For the entries that follow, state how many lines include the word "points", giving the number and nothing else.

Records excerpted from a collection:
- - - - -

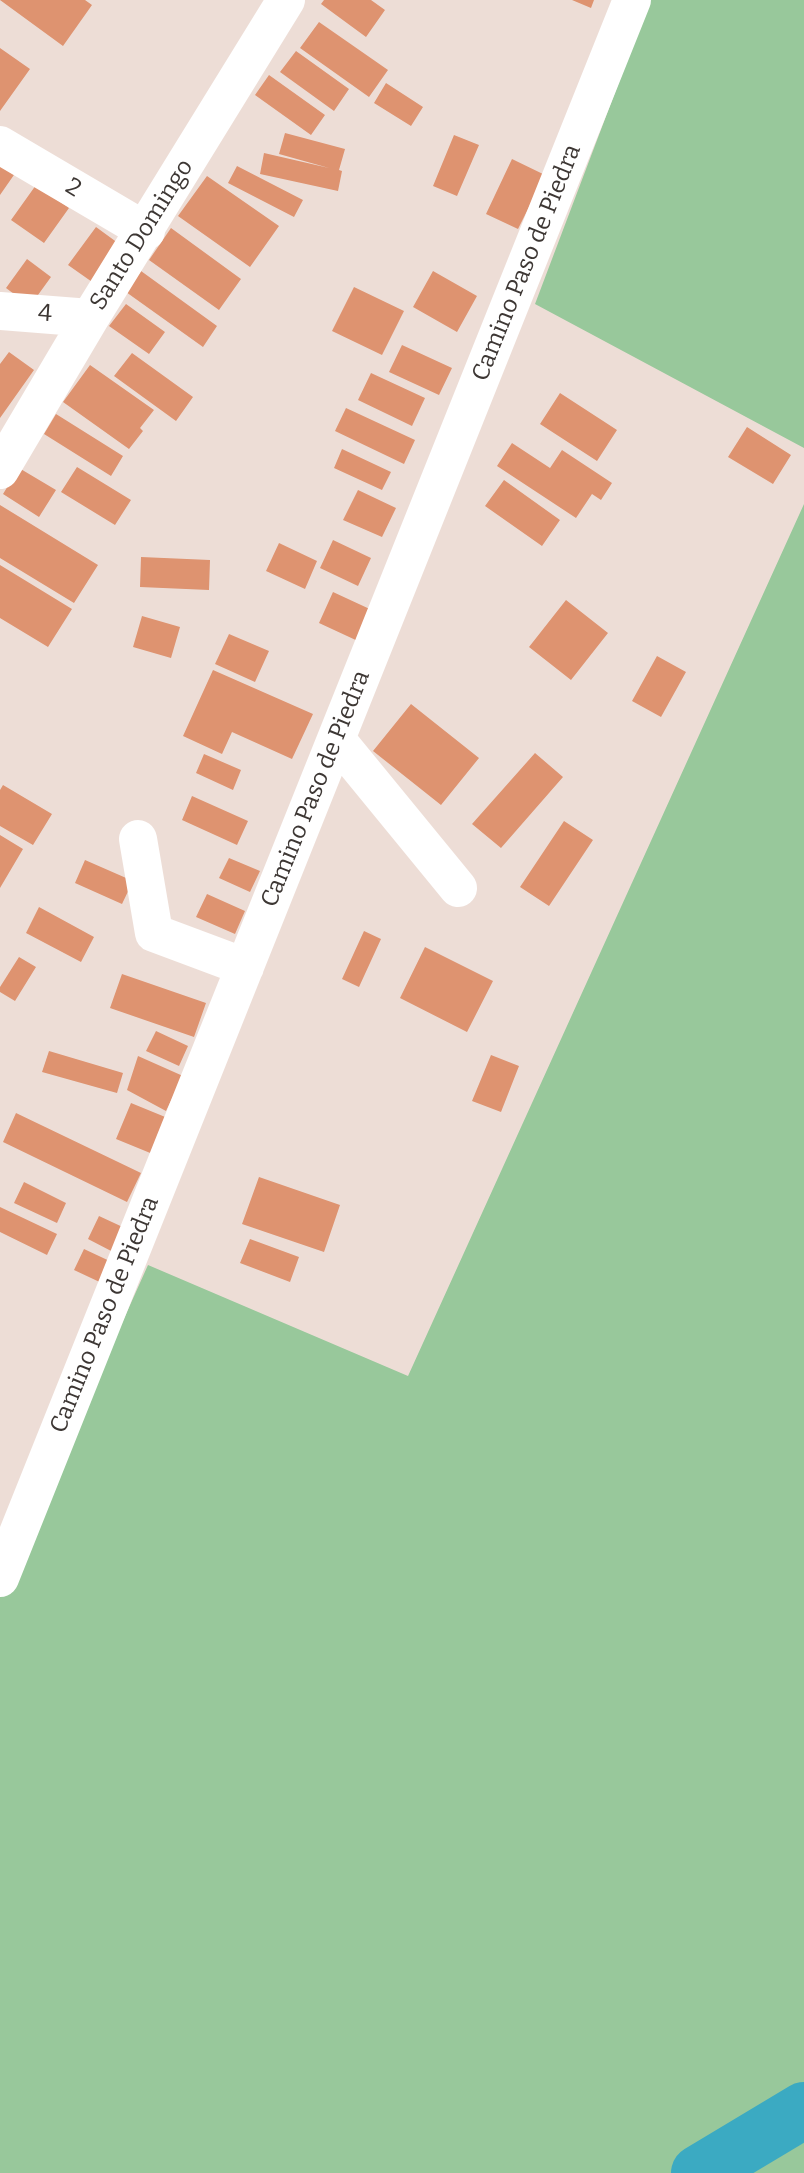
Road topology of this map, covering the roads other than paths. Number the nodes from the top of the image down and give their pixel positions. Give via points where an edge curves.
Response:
1 (286, 0) edge
2 (632, 0) edge
3 (0, 145) edge
4 (146, 230) junction
5 (0, 311) edge
6 (90, 318) junction
7 (0, 470) edge
8 (336, 739) junction
9 (138, 839) dead end
10 (458, 888) dead end
11 (245, 967) junction
12 (0, 1578) edge

1 - 4 street, Santo Domingo
2 - 8 street, Camino Paso de Piedra
3 - 4 street, 2
4 - 6 street, Santo Domingo
5 - 6 street, 4
6 - 7 street, Santo Domingo
8 - 10 street
8 - 11 street, Camino Paso de Piedra
9 - 11 street via 154,933
11 - 12 street, Camino Paso de Piedra

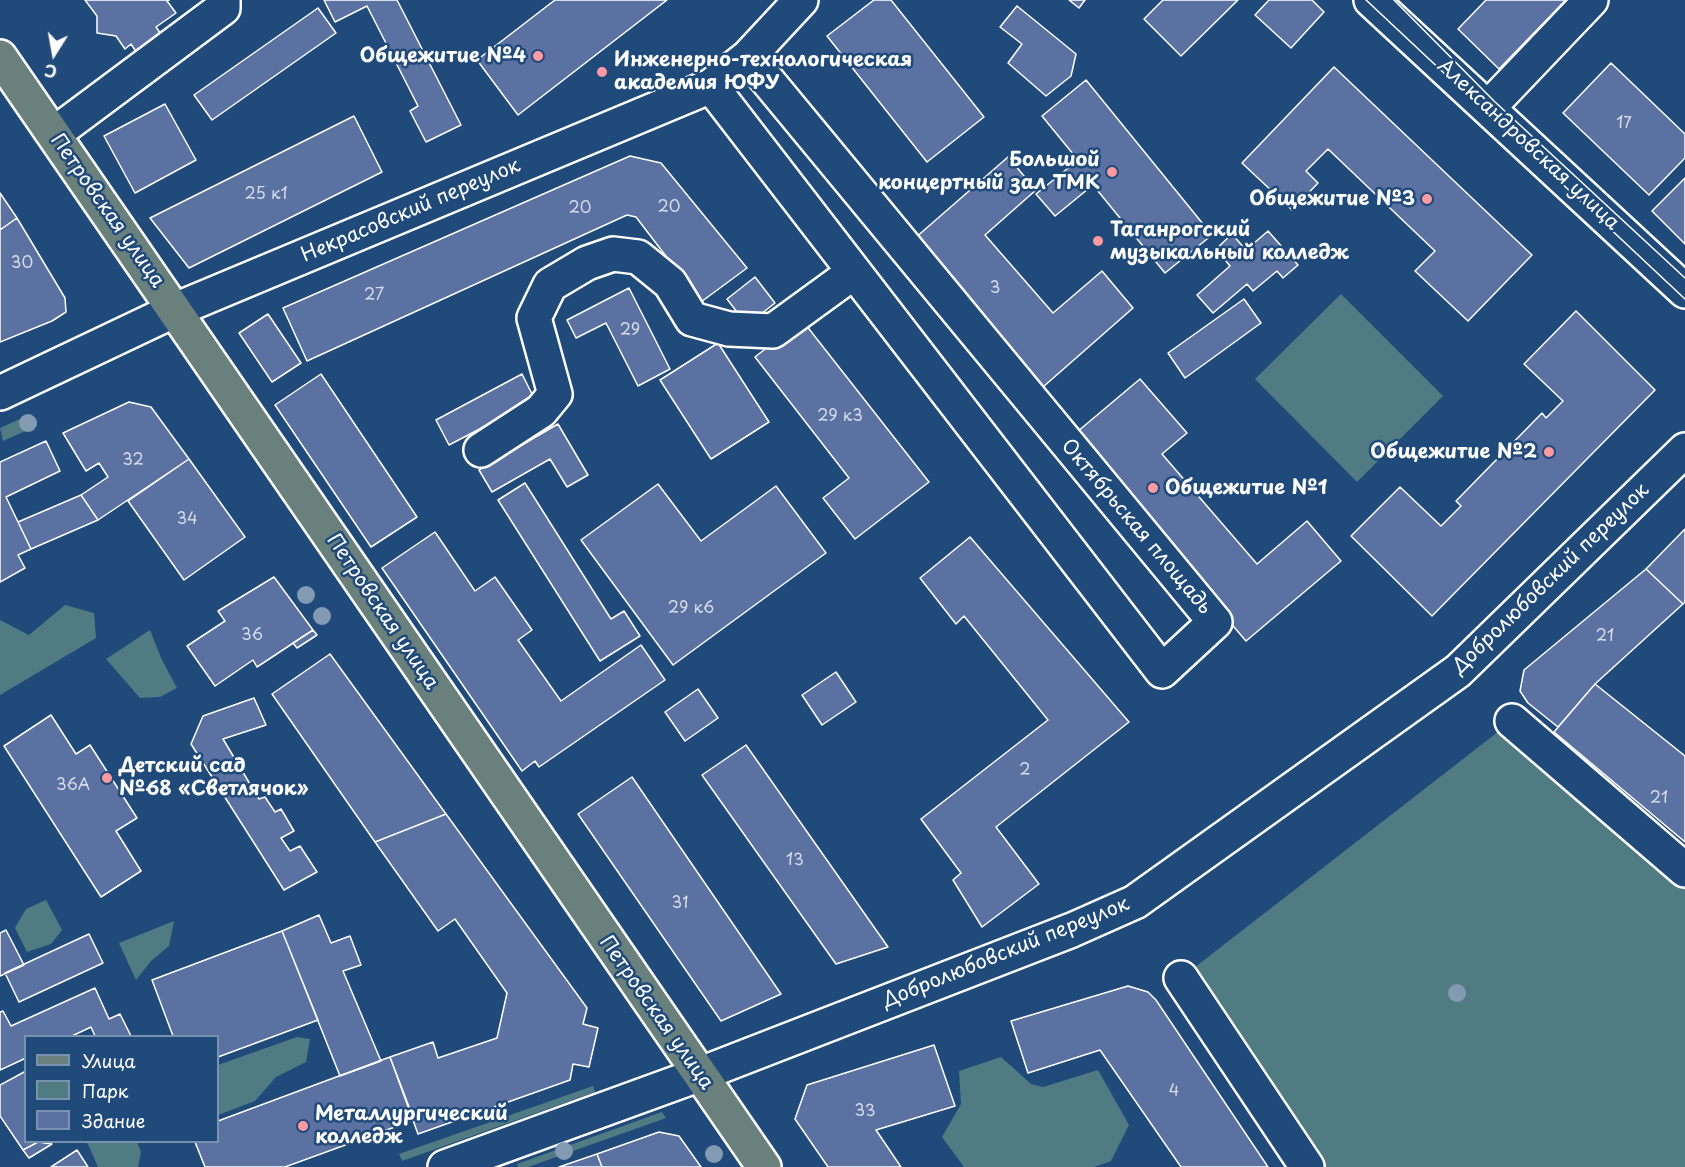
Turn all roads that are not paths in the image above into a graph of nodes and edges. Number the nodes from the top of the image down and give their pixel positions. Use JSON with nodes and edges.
{"nodes":[{"id":1,"x":223,"y":0,"type":"edge"},
{"id":2,"x":801,"y":0,"type":"edge"},
{"id":3,"x":1371,"y":0,"type":"edge"},
{"id":4,"x":1591,"y":0,"type":"edge"},
{"id":5,"x":0,"y":57,"type":"edge"},
{"id":6,"x":748,"y":57,"type":"junction"},
{"id":7,"x":711,"y":86,"type":"junction"},
{"id":8,"x":1488,"y":108,"type":"junction"},
{"id":9,"x":54,"y":134,"type":"junction"},
{"id":10,"x":854,"y":272,"type":"junction"},
{"id":11,"x":1685,"y":291,"type":"edge"},
{"id":12,"x":175,"y":310,"type":"junction"},
{"id":13,"x":0,"y":393,"type":"edge"},
{"id":14,"x":481,"y":450,"type":"dead end"},
{"id":15,"x":1685,"y":450,"type":"edge"},
{"id":16,"x":1512,"y":721,"type":"dead end"},
{"id":17,"x":1685,"y":870,"type":"edge"},
{"id":18,"x":1181,"y":978,"type":"dead end"},
{"id":19,"x":698,"y":1075,"type":"junction"},
{"id":20,"x":445,"y":1167,"type":"edge"},
{"id":21,"x":764,"y":1167,"type":"edge"},
{"id":22,"x":1307,"y":1167,"type":"edge"}],
"edges":[{"from":1,"to":9,"type":"street"},
{"from":2,"to":6,"type":"street","name":"Некрасовский переулок"},
{"from":3,"to":8,"type":"street","name":"Александровская улица"},
{"from":4,"to":8,"type":"street"},
{"from":5,"to":9,"type":"main road","name":"Петровская улица"},
{"from":6,"to":7,"type":"street","name":"Некрасовский переулок"},
{"from":6,"to":10,"type":"street","name":"Октябрьская площадь"},
{"from":7,"to":10,"type":"street","name":"Октябрьская площадь"},
{"from":7,"to":12,"type":"street","name":"Некрасовский переулок"},
{"from":8,"to":11,"type":"street","name":"Александровская улица"},
{"from":9,"to":12,"type":"main road","name":"Петровская улица"},
{"from":10,"to":14,"type":"street"},
{"from":12,"to":13,"type":"street","name":"Некрасовский переулок"},
{"from":12,"to":19,"type":"main road","name":"Петровская улица"},
{"from":15,"to":19,"type":"street","name":"Добролюбовский переулок"},
{"from":16,"to":17,"type":"street"},
{"from":18,"to":22,"type":"street"},
{"from":19,"to":20,"type":"street","name":"Добролюбовский переулок"},
{"from":19,"to":21,"type":"main road","name":"Петровская улица"}]}
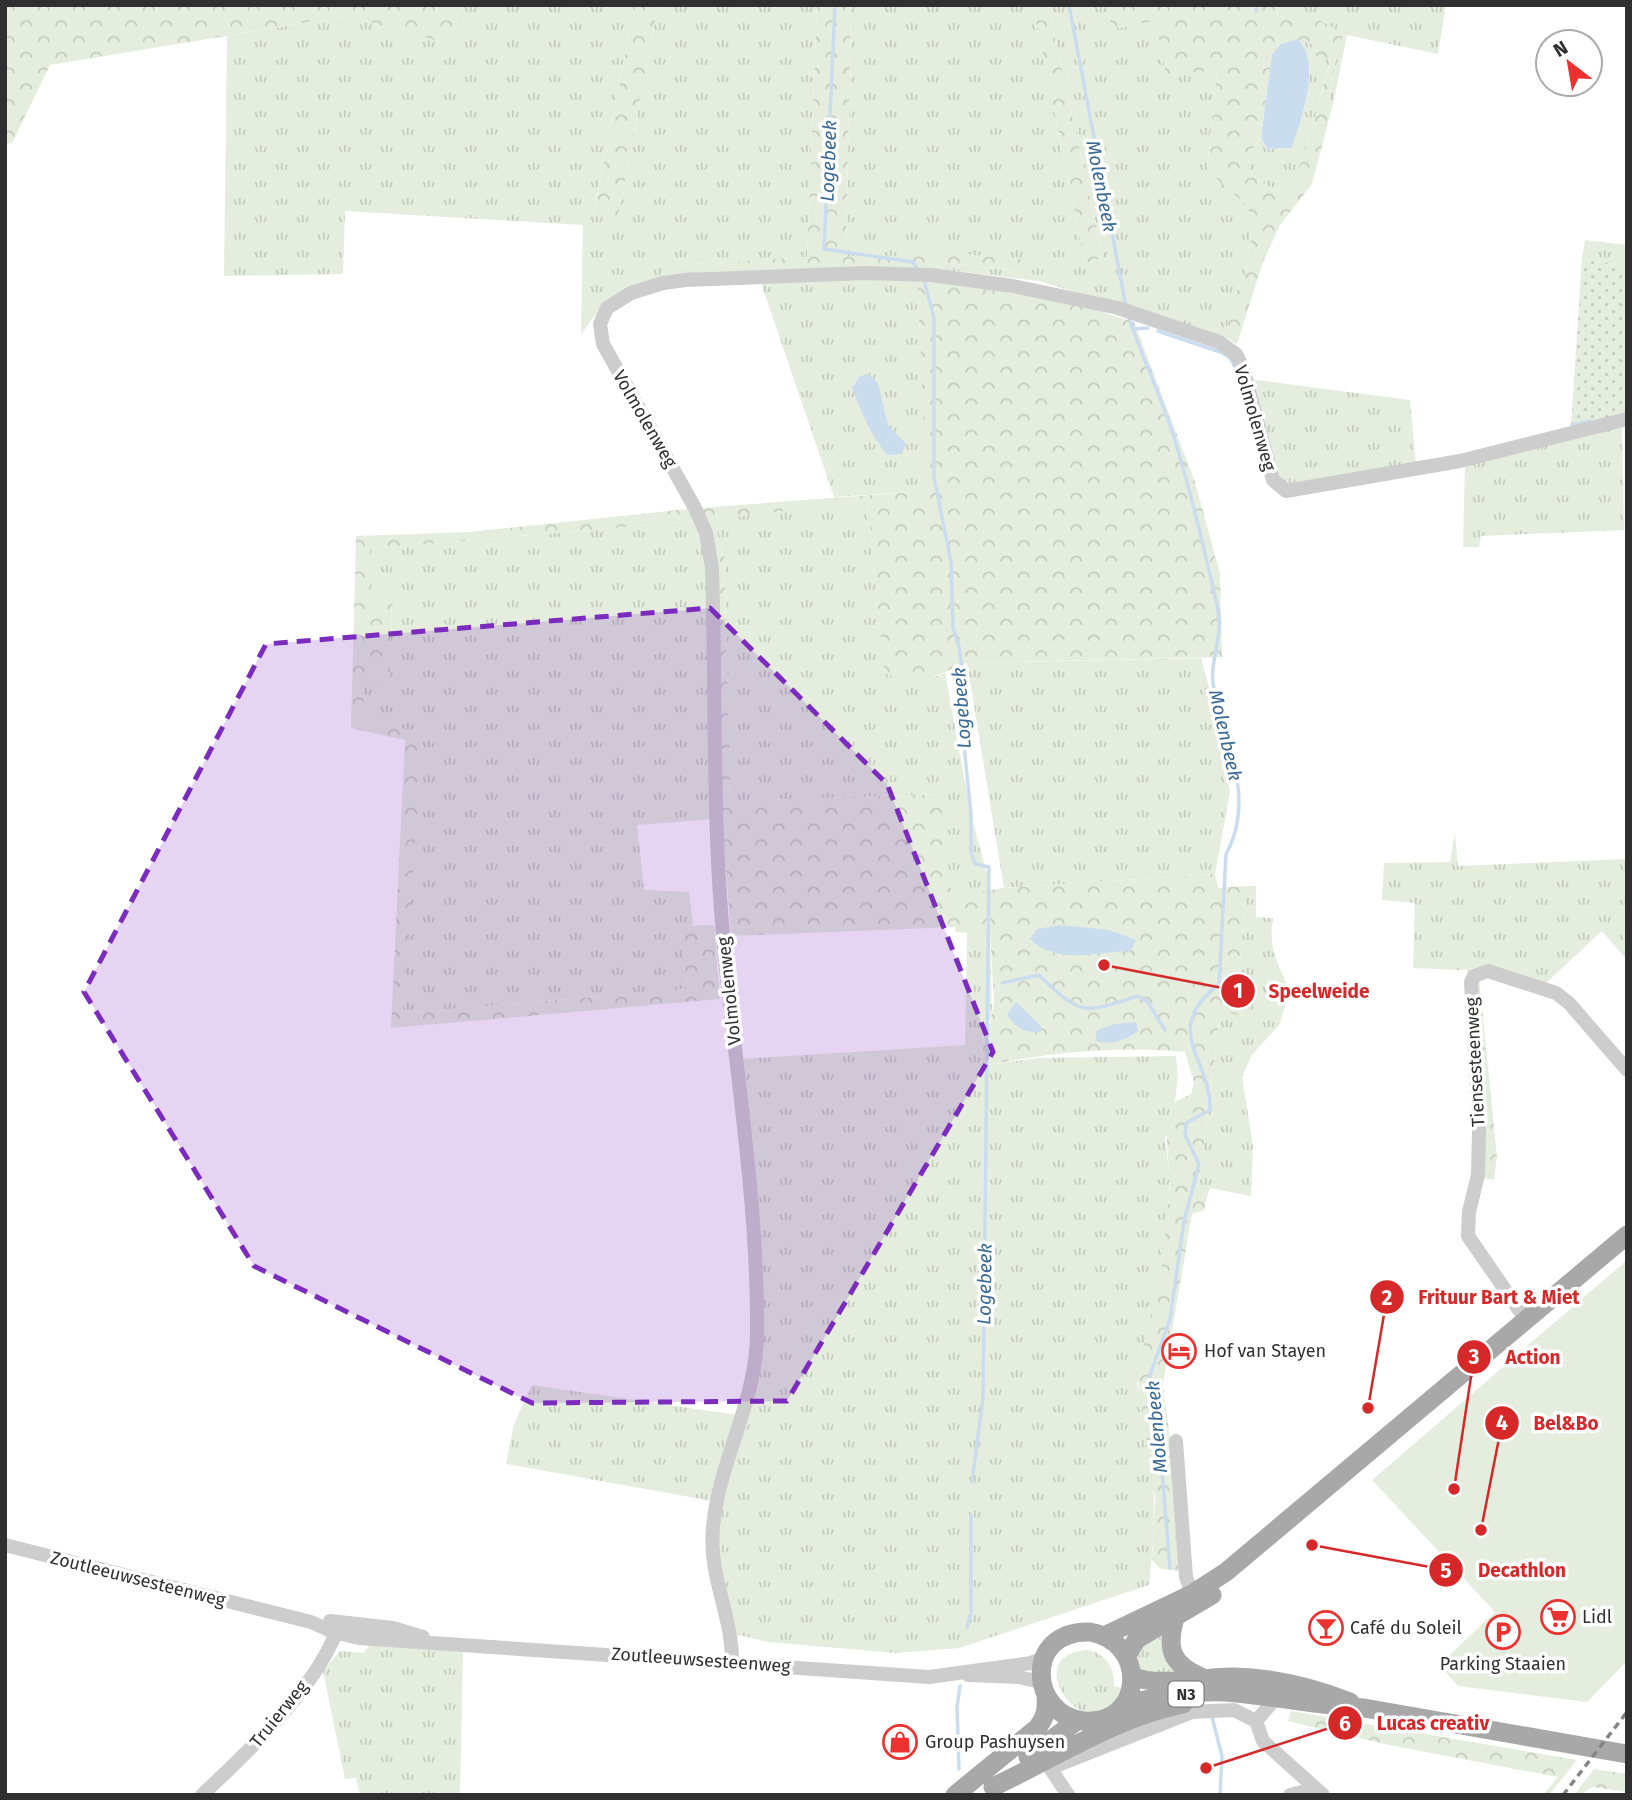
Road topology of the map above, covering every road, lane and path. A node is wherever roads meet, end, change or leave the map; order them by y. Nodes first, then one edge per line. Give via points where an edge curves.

- - - - -

» WRITTEN RESPONSE:
2